Make sure the course proposal form has been approved to offer the course as HYBRID.  Approved HYBRID courses for semesters are marked in GET and the schedule of classes as such.  This alerts students that the course is truly hybrid. A hybrid course is at least 25% and no more than 99% online.

Have you consulted with your Chair?

Consult with our chair about room offering a hybrid section of the course.  Also, hybrid courses will affect room scheduling.   Hybrid courses are subject to certain restrictions according to the new semester calendar and room scheduling may be affected. Hybrid courses are part of the larger program and may affect curriculum and course offerings. Make sure your Chair approves of this course.  In order to maximize classroom utilization, department chairs should be aware of hybrid room scheduling too.

Do you already use Canvas?

Canvas, the campus learning management system (LMS) has the tools to organize and make online course content interactive-- a key aspect of successful online environments. You should be leveraging Canvas activities (e.g., assignments, discussions, pages, collaborations, etc.) in your hybrid course. If you do not use Canvas, plan on attending as many workshops as you can. 

Are you proficient in your use of onilne technology tools?

In order to maximize use of the online environment, you need to be proficient in online technology tools.  Faculty teaching online or hybrid courses are encouraged to become a CETL Technology Enhanced Certificate Holder (T.E.C.H.).  Faculty can earn the T.E.C.H. designation by completing at least six (6) CETL workshops.  T.E.C.H. faculty can also request a Moodle template to help with the design of their F2F, hybrid, or online course(s). Information on CETL workshops.

Have you figured out how long it will take?  

Estimate and commit to the hours you have to build the course-- including how long it will take for you to learn how to do this. Are you already proficient with Canvas, Camtasia, OERs, textbook publisher resources, etc.?  Do you already have multiple course activities in our course in addition to your lectures?  Set aside time each week to build the course. Creating a timeline is the most efficient way to map out your course. For example, if you have not used Canvas or do not use a lot of technology, you'll need to learn this before actually creating the course's online components.
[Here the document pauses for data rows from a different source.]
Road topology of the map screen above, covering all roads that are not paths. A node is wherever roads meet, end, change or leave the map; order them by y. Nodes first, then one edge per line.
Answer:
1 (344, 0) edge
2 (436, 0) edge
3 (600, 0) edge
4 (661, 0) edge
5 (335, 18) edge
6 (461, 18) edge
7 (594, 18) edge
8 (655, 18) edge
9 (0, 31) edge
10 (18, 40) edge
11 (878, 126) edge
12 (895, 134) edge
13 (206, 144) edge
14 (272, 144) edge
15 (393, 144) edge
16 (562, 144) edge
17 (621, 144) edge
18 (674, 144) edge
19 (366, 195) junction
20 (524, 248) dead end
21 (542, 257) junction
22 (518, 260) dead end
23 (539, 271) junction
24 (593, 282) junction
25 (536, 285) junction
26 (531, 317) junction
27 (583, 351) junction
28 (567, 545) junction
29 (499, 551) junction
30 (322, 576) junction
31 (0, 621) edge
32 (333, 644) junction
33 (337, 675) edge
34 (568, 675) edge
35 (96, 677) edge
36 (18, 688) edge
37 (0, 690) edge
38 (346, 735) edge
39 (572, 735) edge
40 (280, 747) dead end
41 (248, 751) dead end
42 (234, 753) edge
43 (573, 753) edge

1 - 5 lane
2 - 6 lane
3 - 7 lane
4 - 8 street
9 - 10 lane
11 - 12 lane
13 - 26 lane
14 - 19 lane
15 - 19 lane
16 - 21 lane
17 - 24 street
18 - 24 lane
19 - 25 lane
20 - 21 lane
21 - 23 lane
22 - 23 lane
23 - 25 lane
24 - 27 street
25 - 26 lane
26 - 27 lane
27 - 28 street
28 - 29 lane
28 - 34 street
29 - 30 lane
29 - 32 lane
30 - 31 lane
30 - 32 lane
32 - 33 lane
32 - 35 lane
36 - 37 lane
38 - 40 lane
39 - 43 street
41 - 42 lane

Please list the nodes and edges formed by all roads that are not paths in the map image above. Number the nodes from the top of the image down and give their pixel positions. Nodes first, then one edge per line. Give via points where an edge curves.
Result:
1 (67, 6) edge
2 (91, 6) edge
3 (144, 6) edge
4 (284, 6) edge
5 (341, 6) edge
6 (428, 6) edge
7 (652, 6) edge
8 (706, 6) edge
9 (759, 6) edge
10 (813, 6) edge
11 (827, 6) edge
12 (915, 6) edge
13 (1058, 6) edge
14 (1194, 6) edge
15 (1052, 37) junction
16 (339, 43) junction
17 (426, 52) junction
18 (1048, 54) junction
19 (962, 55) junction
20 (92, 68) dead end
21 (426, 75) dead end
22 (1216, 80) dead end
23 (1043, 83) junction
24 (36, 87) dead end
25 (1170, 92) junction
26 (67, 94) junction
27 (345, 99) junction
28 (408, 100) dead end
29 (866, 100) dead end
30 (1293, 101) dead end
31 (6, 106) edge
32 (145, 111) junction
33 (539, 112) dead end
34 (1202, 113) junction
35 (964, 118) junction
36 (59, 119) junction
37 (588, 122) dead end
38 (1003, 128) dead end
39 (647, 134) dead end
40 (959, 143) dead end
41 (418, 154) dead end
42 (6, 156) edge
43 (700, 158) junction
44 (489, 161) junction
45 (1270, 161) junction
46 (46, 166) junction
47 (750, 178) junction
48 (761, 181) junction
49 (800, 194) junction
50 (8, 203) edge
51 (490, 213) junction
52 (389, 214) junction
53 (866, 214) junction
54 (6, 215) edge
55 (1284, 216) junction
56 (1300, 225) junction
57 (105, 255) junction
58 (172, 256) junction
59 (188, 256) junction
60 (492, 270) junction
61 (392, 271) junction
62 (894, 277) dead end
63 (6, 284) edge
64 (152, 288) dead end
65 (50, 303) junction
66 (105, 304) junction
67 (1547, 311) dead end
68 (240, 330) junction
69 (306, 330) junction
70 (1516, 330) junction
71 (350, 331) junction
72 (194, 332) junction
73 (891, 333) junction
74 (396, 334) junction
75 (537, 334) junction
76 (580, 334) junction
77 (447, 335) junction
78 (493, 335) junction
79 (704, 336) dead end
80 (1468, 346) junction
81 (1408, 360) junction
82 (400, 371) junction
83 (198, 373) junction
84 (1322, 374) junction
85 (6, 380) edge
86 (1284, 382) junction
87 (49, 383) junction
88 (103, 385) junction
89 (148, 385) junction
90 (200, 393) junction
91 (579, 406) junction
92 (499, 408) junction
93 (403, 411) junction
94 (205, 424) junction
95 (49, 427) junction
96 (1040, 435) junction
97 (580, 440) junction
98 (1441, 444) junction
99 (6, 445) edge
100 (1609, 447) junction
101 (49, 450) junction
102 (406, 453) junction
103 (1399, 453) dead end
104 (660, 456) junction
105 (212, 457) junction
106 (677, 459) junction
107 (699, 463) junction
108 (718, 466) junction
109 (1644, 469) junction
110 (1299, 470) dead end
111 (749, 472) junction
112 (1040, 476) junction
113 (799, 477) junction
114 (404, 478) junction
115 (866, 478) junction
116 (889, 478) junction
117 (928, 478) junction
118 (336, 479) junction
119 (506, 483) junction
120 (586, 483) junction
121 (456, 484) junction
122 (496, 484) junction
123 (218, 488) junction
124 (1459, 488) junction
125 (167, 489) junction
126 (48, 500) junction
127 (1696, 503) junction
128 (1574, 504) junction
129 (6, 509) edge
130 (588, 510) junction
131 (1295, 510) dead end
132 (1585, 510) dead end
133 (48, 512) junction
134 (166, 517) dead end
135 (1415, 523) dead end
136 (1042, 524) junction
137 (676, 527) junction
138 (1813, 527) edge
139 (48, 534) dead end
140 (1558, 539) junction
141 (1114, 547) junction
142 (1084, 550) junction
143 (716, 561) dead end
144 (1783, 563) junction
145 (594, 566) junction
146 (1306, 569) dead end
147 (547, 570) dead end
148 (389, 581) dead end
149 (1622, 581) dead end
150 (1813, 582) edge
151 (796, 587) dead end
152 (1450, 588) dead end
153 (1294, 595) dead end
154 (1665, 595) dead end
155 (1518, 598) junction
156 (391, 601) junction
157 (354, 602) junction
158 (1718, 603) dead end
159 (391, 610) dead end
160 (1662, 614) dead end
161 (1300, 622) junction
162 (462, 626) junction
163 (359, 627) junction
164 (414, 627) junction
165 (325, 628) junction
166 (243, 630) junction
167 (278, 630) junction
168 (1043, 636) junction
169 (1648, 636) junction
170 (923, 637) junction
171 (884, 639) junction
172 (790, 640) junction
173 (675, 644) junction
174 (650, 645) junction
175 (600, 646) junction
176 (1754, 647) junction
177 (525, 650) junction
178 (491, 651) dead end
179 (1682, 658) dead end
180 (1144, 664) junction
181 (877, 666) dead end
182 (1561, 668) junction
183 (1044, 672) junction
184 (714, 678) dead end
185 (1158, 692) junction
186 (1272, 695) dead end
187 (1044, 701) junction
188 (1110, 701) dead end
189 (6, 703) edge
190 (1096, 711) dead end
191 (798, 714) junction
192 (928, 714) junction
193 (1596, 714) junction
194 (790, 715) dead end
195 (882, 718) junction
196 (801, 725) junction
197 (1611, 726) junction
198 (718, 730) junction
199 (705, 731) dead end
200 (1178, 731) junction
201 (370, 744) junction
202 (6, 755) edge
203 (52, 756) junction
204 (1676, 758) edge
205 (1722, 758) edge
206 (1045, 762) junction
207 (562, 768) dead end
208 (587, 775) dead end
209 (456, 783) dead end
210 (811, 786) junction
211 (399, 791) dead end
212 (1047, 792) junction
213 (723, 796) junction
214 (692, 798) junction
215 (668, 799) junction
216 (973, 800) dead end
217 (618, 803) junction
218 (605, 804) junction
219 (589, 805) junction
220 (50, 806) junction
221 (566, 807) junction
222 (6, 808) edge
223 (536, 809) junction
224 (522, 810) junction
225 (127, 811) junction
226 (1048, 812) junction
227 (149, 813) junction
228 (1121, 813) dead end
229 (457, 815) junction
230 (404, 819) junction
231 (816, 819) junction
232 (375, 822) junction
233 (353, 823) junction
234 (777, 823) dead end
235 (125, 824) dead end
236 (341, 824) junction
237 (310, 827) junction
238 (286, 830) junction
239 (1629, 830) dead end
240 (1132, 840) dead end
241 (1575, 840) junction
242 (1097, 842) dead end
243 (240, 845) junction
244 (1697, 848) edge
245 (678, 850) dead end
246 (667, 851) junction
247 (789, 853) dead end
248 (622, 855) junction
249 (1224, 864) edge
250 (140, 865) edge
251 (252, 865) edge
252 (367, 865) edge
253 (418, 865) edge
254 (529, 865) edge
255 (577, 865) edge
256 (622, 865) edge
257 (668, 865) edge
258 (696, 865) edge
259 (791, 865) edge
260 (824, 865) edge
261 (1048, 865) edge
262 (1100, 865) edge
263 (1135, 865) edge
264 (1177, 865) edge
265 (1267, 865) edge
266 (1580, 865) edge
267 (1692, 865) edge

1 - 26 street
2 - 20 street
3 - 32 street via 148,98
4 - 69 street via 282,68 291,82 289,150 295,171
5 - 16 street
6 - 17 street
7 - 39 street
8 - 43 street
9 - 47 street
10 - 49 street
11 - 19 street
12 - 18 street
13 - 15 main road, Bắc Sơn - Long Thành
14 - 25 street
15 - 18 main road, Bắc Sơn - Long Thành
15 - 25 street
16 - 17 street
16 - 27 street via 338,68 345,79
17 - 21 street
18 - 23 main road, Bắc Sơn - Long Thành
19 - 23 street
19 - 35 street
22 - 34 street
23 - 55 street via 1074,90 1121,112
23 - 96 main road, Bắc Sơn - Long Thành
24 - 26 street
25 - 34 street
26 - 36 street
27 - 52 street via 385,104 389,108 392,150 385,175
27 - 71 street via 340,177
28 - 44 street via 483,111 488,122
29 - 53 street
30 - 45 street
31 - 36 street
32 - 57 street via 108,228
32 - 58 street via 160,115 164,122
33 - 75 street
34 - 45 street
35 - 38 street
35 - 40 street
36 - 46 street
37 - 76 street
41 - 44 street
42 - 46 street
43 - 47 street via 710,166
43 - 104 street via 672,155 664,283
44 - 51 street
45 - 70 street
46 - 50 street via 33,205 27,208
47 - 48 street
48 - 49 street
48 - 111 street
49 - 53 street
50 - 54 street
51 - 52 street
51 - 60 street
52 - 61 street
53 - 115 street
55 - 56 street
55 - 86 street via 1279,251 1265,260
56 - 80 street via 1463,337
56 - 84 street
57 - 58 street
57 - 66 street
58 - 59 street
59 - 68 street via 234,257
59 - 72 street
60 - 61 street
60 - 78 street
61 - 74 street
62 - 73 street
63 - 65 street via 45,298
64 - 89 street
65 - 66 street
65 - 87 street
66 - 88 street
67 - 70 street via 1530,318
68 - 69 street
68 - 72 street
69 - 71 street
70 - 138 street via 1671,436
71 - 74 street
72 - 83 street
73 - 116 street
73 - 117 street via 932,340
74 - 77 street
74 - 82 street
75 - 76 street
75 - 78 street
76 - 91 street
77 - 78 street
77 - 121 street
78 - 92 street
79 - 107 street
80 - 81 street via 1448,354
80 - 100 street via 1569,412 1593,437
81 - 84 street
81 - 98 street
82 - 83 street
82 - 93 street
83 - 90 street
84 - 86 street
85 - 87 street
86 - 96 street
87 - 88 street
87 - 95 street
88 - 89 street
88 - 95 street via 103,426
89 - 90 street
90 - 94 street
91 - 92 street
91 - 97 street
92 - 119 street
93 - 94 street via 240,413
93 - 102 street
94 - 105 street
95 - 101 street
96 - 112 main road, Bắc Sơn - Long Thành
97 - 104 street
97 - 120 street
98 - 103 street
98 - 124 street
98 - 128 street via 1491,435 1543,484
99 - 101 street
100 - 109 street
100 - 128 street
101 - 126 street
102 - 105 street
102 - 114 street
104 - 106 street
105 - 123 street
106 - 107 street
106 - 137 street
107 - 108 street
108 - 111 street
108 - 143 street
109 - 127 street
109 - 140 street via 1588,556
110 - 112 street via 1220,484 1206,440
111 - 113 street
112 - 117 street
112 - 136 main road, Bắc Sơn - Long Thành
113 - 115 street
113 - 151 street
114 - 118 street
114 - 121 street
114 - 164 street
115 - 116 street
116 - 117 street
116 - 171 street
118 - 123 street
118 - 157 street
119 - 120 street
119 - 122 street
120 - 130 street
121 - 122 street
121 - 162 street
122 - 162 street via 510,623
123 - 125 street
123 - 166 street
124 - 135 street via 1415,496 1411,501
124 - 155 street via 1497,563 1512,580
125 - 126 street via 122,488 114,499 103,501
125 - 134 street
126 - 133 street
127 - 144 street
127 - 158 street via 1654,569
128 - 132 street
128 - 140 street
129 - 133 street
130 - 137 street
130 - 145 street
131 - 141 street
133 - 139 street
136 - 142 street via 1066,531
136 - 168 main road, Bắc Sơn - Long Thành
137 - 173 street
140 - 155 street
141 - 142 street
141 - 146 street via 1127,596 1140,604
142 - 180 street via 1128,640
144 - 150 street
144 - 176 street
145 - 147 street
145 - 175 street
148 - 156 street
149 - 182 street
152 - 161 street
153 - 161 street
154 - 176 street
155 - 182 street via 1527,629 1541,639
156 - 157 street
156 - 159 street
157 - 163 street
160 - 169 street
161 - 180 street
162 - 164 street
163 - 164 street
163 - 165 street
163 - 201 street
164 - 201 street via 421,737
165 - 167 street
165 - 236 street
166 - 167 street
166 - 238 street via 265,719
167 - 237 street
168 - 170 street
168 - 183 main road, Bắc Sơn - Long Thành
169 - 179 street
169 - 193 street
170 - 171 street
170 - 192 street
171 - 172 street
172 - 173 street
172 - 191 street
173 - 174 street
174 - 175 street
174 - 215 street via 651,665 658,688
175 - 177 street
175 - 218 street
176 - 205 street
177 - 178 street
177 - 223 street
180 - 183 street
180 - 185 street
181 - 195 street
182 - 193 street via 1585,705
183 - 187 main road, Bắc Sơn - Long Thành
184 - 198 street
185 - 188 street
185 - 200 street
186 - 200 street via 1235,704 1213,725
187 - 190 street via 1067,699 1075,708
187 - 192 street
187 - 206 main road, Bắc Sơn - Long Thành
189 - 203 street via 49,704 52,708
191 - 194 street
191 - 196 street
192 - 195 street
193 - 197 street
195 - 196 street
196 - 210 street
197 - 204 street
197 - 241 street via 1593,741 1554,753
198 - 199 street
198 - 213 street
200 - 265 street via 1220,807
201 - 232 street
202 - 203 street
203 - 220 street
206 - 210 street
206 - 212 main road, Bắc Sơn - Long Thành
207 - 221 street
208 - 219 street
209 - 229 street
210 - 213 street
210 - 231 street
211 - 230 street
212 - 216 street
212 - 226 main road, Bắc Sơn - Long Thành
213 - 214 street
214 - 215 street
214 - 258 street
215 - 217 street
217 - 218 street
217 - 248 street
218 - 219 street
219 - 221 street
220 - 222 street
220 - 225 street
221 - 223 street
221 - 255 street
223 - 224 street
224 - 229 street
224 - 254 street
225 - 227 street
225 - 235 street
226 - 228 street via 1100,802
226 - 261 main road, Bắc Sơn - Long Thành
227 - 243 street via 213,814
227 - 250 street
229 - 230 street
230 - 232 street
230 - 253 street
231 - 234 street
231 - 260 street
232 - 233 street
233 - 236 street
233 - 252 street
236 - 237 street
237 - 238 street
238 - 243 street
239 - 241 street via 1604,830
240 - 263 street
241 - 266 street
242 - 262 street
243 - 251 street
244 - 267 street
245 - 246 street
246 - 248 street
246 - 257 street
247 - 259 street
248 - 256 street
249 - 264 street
Have you ever taken an online or hybrid course before?  

We strongly encourage instructors interested in teaching online to have this process modeled for them. CETL offers grants to take online Quality Matters (QM) or Quality Online Learning and Teaching (QOLT) training. These are immersive experiences that help instructors appreciate what it’s like to be an online student. QM and QOLT are course development programs delivered online that will model an online experience for you and help you to design the elements necessary to deliver a quality course. For more information on these initiatives Please contact CETL when you are ready to take a QOLT or QM workshop.

Use a Canvas course template.

People learn through pattern-recognition. Create a template of what you will want students to learn in each module and follow it. A consistent online experience keeps students from missing deadlines, ignoring content, and helps them manage their time. CETL has created a flexible Canvas template usable for both online and hybrid courses. The Canvas template is available for CETL's T.E.C.H. faculty. 

Are you addressing universal design for learning (UDL)?

Since much of your course content my be presented online, are you ensuring your videos are captioned; images have alt tags; Word docs or PowerPoint slides are accessible?  From a UDL perspective, how are ensuring your course provides multiple means of representation, engagement, and expression?  At the very least, your course content should meet basic accessibility standards to ensure all students can succeed in your course.

Structure your online and in-class activities as complementary.

Hybrid is about developing challenging and engaging online learning activities that correspond with your face-to-face activities. What you do online should directly connect back to the course in a hybrid environment. Check out Cal State LA's e-copy of How to Design and Teach a Hybrid Course by Jay Caulfield. This is a great resource to get you started!